Problem description. Find every line containing "paths" in the records below and report the tally as a bare number.

[Dataset excerpts]

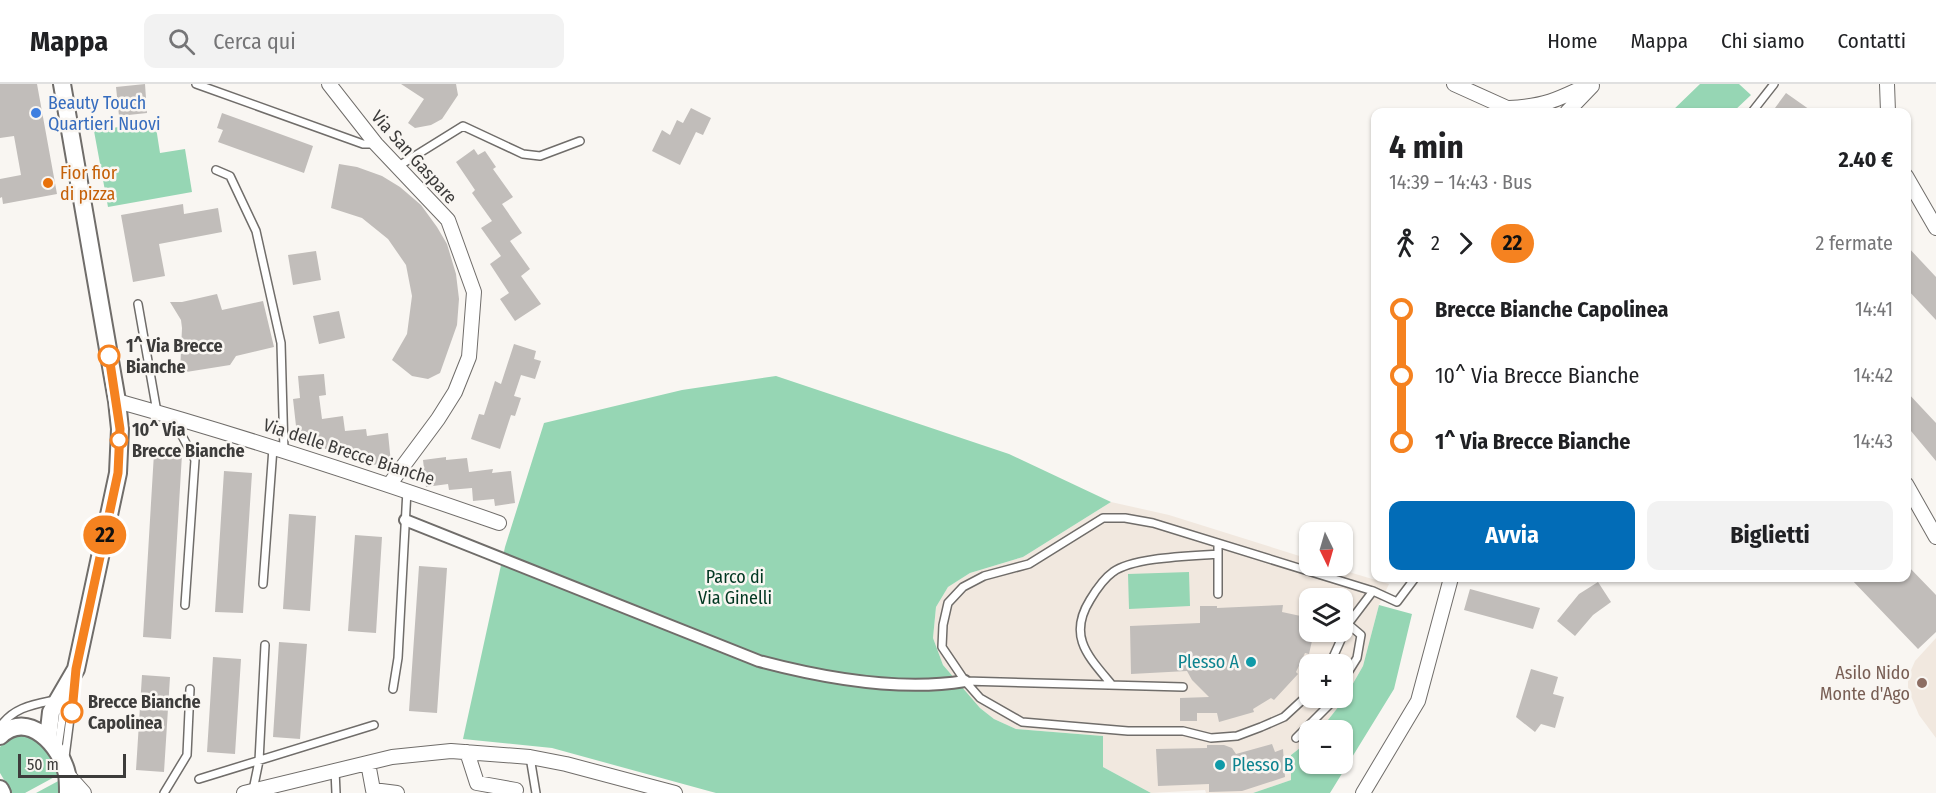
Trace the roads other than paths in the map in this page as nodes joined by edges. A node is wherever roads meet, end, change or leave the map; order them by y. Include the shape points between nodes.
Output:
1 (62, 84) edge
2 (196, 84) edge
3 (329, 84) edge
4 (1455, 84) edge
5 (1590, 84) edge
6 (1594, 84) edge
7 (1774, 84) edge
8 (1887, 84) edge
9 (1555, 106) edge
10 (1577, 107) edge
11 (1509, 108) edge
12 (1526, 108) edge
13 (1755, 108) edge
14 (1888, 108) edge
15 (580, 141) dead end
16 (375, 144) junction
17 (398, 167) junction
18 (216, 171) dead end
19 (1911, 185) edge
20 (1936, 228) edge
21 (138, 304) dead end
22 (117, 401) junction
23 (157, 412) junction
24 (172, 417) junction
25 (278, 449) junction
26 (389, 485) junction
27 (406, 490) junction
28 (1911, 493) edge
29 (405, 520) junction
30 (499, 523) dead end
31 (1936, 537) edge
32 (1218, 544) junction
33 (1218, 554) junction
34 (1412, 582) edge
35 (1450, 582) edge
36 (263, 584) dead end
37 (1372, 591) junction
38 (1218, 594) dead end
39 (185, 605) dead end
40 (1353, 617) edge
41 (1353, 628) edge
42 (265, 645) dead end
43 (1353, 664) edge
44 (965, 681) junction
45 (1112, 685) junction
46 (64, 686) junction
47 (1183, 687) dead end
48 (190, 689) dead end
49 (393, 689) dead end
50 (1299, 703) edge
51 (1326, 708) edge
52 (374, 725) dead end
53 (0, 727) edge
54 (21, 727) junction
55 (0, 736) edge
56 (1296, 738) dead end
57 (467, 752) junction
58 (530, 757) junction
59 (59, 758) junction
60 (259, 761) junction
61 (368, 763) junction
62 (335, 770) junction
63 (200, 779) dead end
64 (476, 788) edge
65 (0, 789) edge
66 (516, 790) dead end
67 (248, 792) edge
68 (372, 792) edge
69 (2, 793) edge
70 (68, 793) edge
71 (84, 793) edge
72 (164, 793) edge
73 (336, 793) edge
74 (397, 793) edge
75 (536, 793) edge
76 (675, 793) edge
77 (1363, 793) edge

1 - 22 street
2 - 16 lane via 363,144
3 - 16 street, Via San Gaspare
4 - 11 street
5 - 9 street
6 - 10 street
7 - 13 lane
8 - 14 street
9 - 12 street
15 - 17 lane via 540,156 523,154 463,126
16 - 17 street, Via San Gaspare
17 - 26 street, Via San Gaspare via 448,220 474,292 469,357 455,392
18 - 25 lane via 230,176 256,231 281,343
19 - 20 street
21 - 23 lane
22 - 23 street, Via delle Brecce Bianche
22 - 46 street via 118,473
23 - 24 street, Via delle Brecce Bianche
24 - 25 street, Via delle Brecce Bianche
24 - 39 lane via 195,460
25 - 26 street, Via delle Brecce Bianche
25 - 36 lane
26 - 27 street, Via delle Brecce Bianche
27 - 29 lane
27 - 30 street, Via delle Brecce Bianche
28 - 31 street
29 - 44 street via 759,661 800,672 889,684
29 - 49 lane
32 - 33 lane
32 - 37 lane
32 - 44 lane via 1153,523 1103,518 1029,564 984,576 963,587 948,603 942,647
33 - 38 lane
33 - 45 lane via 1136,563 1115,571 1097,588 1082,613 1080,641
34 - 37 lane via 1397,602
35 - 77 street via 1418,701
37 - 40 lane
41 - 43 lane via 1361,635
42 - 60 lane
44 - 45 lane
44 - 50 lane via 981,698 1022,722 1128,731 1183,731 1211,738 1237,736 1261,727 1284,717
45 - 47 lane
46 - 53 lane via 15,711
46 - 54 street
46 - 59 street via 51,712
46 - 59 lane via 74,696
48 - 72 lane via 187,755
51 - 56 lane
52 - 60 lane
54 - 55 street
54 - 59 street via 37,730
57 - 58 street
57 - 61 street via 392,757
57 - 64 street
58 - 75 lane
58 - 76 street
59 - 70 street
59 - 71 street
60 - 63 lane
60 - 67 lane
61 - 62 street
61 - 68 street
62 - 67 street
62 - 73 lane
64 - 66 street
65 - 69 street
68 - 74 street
==
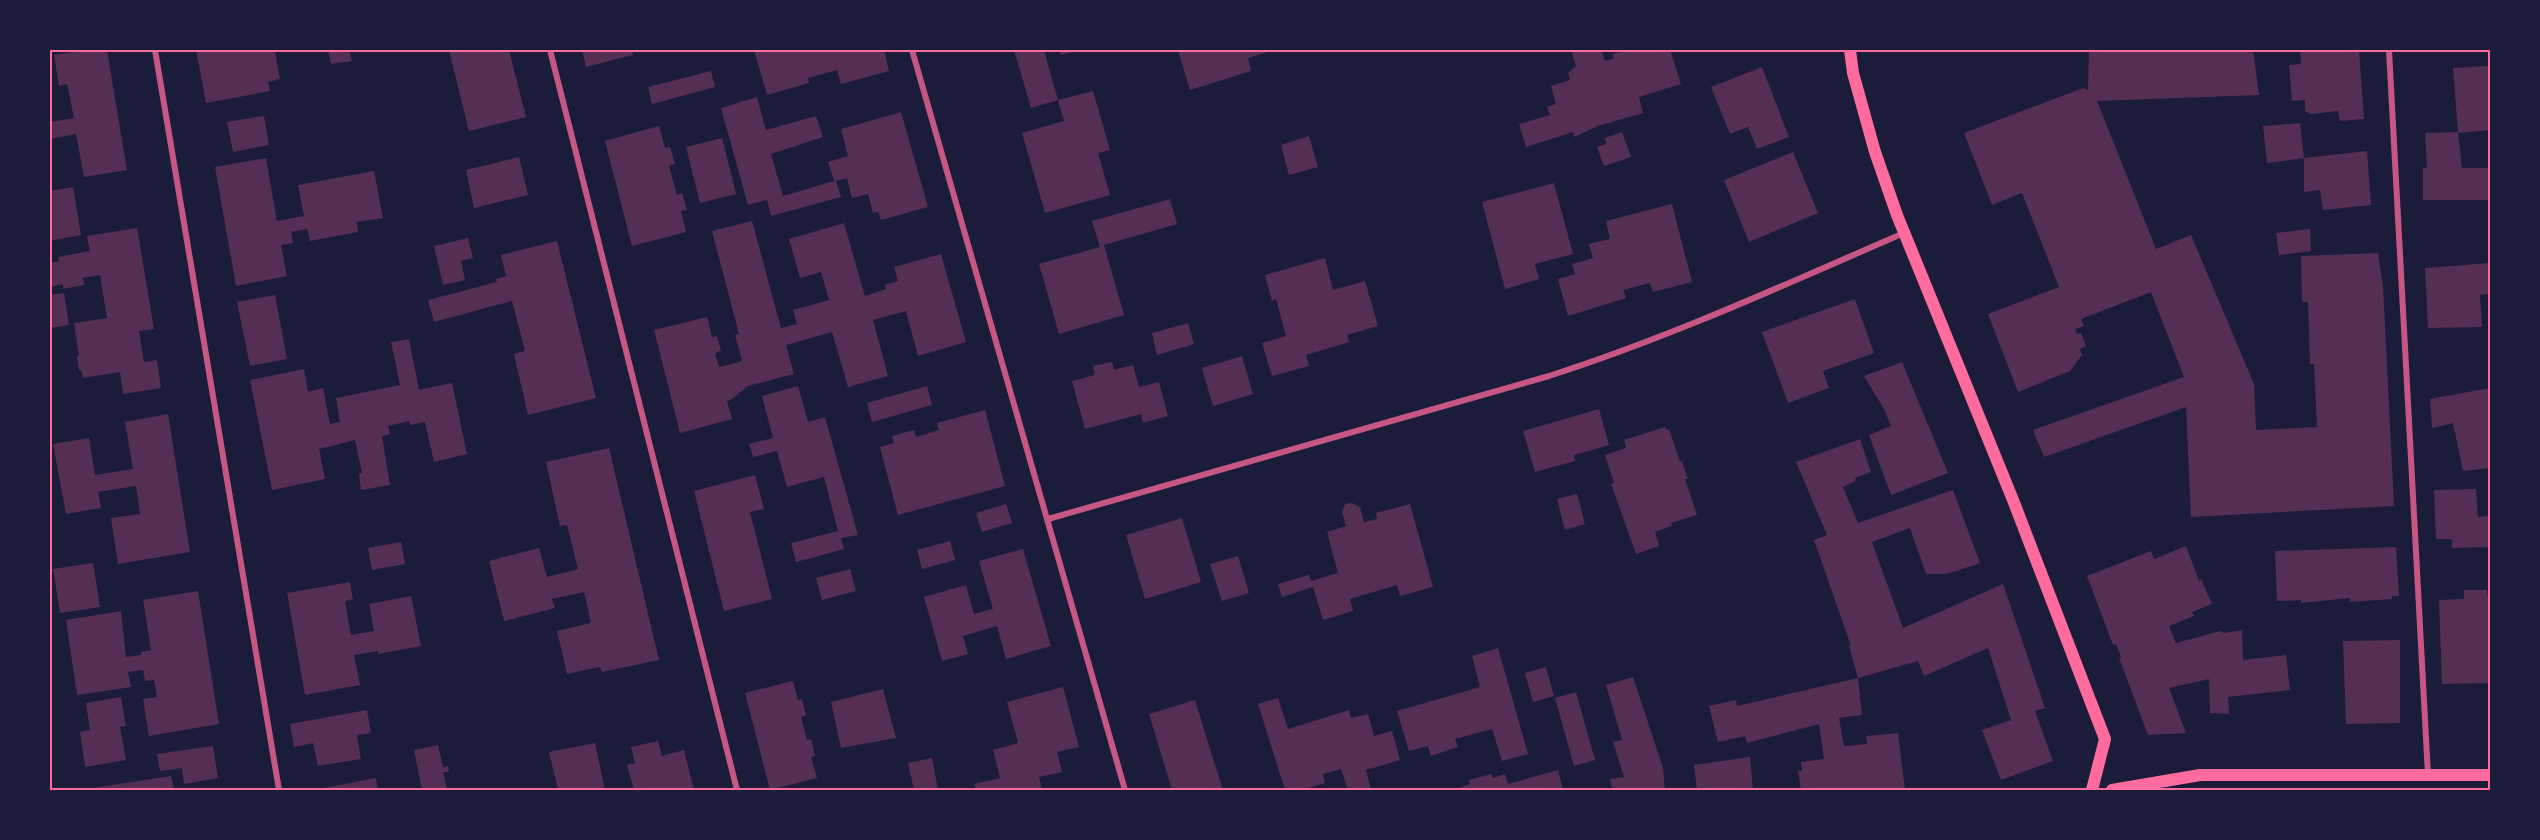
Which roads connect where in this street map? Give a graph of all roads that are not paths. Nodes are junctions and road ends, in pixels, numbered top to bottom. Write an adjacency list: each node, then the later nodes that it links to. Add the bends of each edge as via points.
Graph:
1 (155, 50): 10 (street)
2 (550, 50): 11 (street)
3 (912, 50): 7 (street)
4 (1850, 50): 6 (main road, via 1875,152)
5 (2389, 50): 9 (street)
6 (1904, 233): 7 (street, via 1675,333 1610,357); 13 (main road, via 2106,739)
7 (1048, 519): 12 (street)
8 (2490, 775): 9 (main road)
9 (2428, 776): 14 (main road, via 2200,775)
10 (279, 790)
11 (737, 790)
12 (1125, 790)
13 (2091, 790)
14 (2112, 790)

Task response. 2